"""

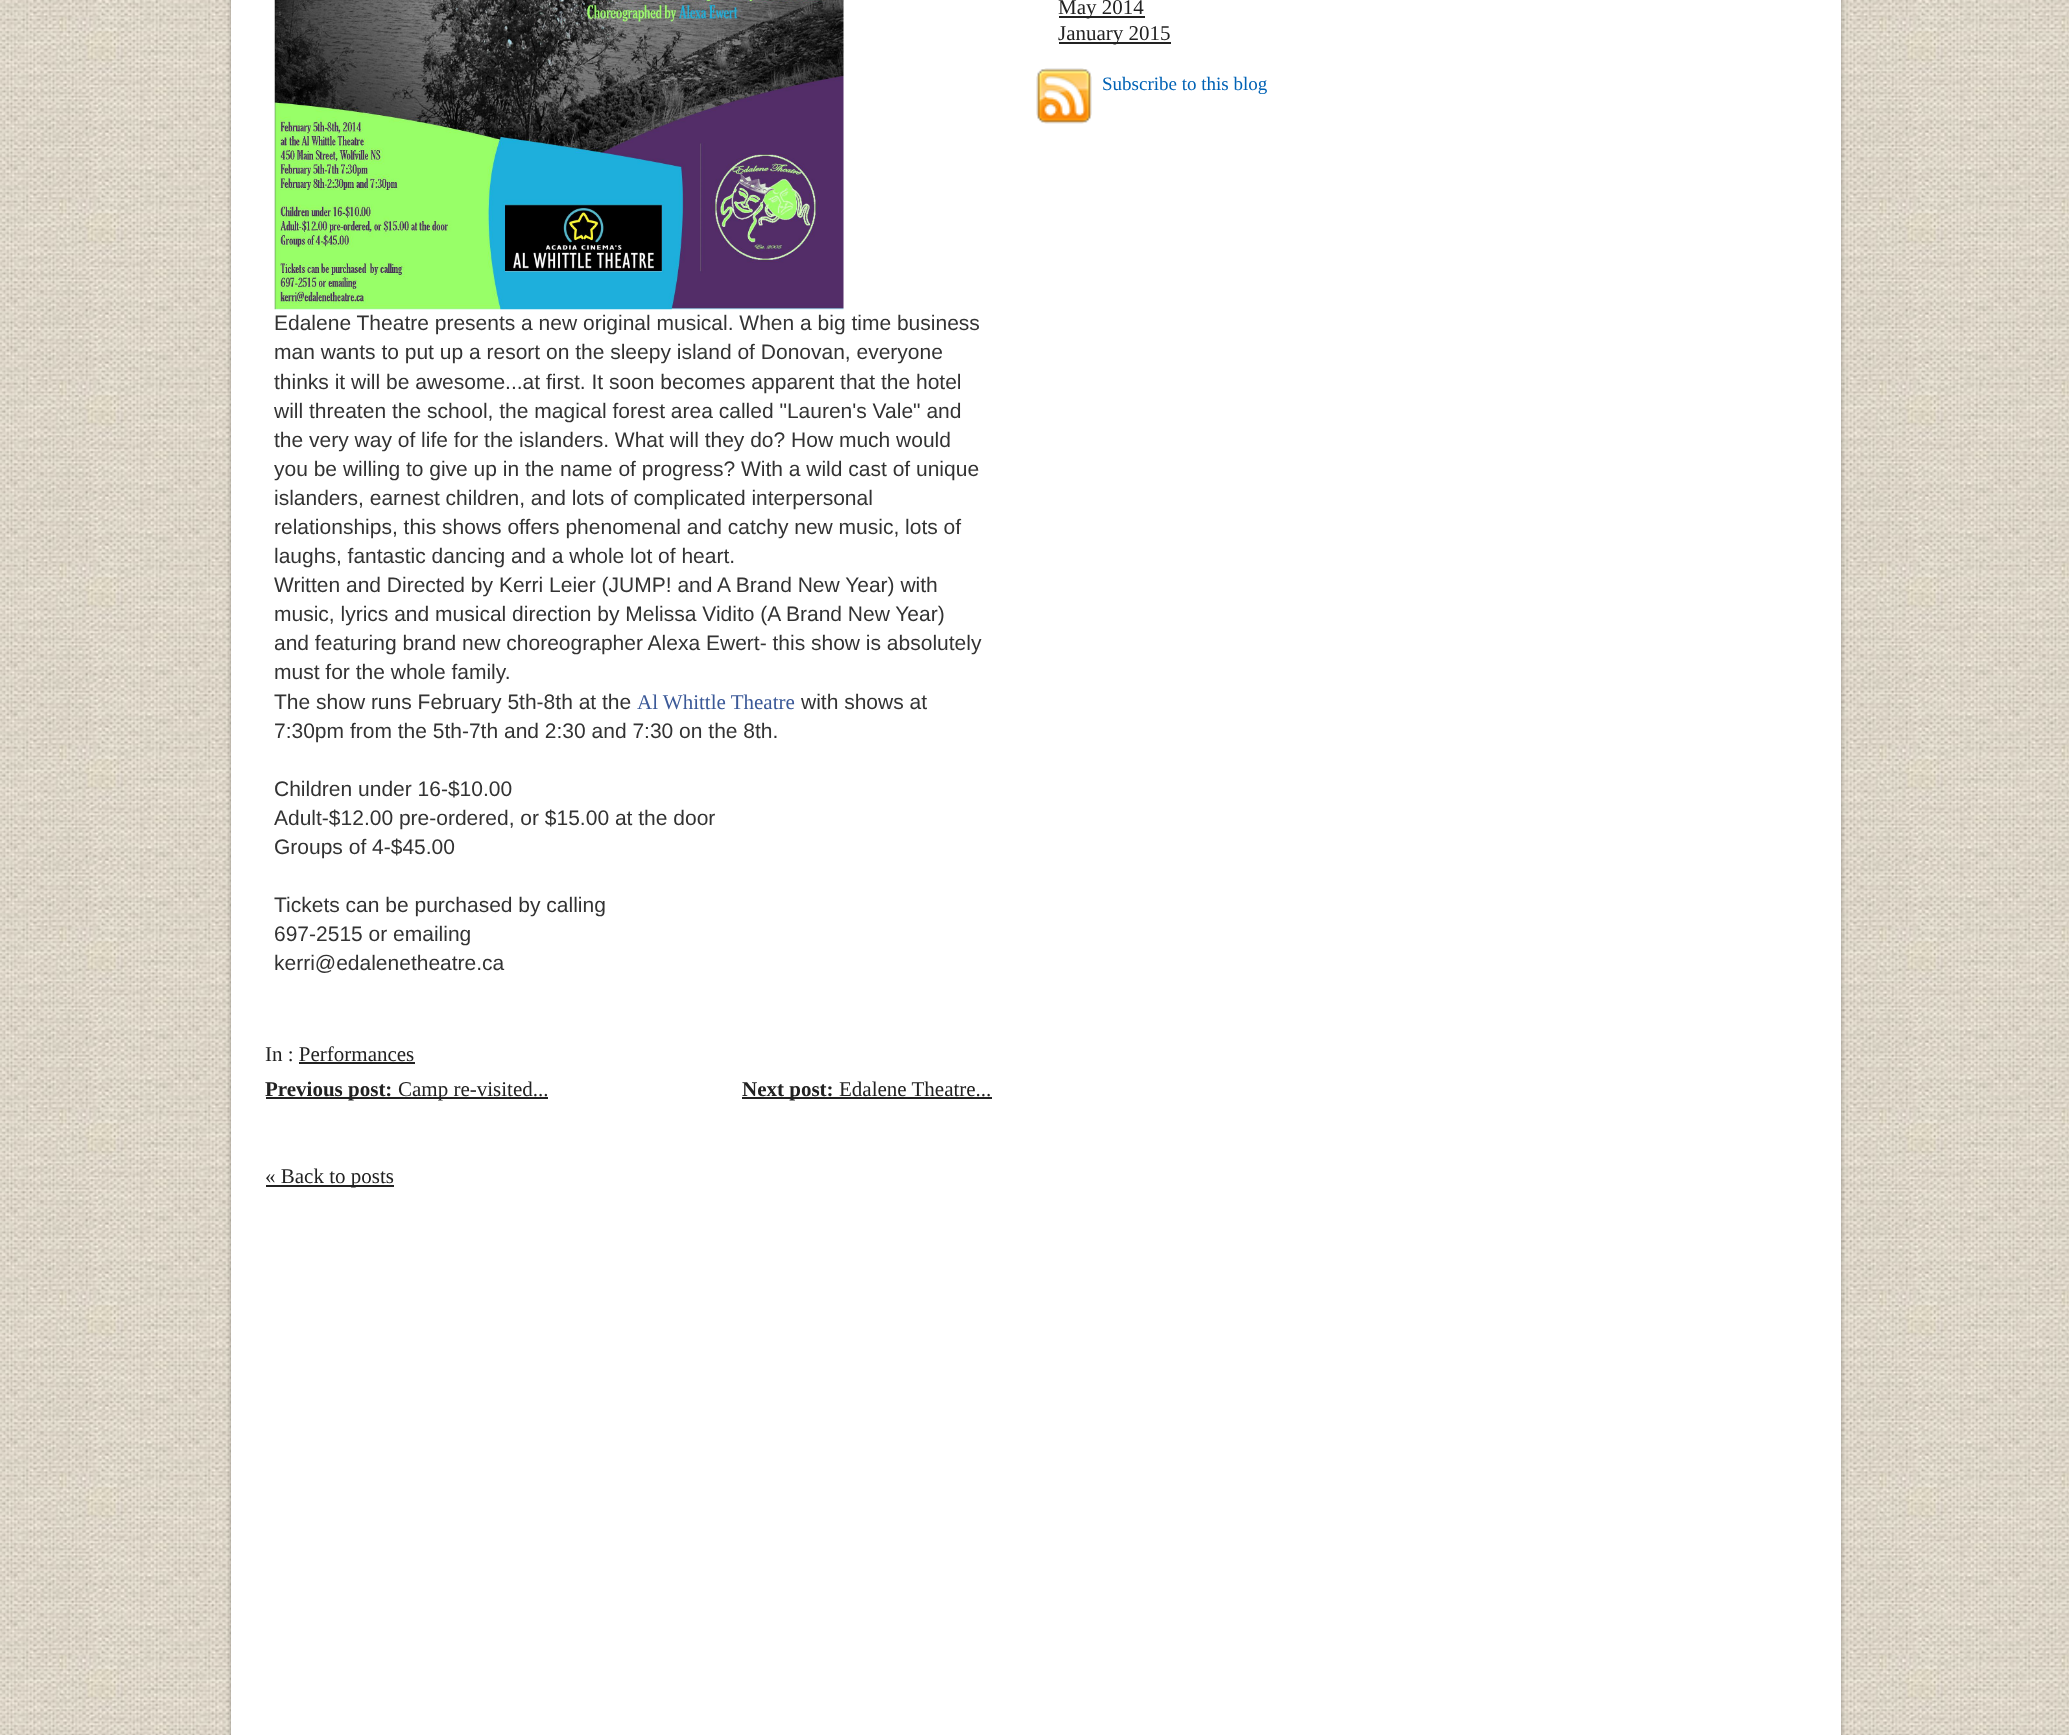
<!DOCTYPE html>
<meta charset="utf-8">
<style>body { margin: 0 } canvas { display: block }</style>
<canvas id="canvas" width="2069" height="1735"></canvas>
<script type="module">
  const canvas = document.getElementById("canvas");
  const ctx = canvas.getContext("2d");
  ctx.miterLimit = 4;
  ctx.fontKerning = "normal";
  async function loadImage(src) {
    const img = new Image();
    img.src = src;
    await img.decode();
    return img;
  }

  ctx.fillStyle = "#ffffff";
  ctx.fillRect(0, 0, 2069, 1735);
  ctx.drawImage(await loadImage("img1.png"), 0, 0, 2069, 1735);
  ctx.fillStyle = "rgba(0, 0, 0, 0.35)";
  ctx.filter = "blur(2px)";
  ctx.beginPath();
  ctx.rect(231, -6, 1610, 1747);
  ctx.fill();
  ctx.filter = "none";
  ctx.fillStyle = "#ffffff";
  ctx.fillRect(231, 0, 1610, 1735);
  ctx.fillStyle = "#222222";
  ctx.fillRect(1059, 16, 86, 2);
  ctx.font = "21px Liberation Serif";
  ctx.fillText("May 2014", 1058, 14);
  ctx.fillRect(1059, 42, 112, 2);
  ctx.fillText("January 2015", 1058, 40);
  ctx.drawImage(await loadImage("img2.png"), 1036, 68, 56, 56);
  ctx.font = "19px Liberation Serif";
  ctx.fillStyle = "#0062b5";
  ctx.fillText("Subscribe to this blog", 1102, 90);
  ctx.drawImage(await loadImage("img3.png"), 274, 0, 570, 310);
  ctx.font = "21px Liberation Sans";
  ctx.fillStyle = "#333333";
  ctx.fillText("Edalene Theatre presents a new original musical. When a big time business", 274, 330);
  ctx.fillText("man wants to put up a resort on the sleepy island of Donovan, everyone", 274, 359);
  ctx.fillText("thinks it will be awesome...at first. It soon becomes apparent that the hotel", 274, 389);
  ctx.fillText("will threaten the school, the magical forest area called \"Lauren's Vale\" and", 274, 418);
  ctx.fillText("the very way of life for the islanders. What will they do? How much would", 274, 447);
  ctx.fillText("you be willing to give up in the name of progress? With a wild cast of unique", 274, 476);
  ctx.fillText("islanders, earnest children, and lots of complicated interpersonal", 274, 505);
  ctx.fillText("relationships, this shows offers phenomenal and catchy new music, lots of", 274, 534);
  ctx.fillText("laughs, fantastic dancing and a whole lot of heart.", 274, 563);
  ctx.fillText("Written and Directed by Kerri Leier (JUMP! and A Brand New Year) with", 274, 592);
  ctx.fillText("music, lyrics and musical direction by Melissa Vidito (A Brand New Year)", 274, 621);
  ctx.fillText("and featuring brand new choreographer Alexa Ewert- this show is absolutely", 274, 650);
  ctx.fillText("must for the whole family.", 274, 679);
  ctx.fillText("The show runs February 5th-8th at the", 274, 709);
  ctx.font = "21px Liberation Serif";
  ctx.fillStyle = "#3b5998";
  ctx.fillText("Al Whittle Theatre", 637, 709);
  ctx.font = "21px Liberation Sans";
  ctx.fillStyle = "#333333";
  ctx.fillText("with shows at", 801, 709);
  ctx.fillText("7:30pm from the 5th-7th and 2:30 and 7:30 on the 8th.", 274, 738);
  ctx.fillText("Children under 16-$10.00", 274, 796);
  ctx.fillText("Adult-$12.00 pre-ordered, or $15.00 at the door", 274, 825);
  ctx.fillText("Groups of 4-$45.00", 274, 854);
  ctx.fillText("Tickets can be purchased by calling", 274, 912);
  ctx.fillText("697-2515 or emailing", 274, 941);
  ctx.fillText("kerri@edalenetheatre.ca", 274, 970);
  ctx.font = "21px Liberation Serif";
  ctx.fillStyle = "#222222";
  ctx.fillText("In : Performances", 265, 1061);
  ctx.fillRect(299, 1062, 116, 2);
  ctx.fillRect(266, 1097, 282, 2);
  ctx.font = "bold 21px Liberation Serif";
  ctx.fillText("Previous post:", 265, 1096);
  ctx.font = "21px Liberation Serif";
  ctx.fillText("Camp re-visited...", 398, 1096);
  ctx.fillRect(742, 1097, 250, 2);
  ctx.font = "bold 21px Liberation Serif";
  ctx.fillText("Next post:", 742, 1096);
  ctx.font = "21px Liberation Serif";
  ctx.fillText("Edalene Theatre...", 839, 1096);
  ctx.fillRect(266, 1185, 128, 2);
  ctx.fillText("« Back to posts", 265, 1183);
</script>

"""

### Activity
For the records above, state how many lines contain the string "shows", with no added text.

### Solution
2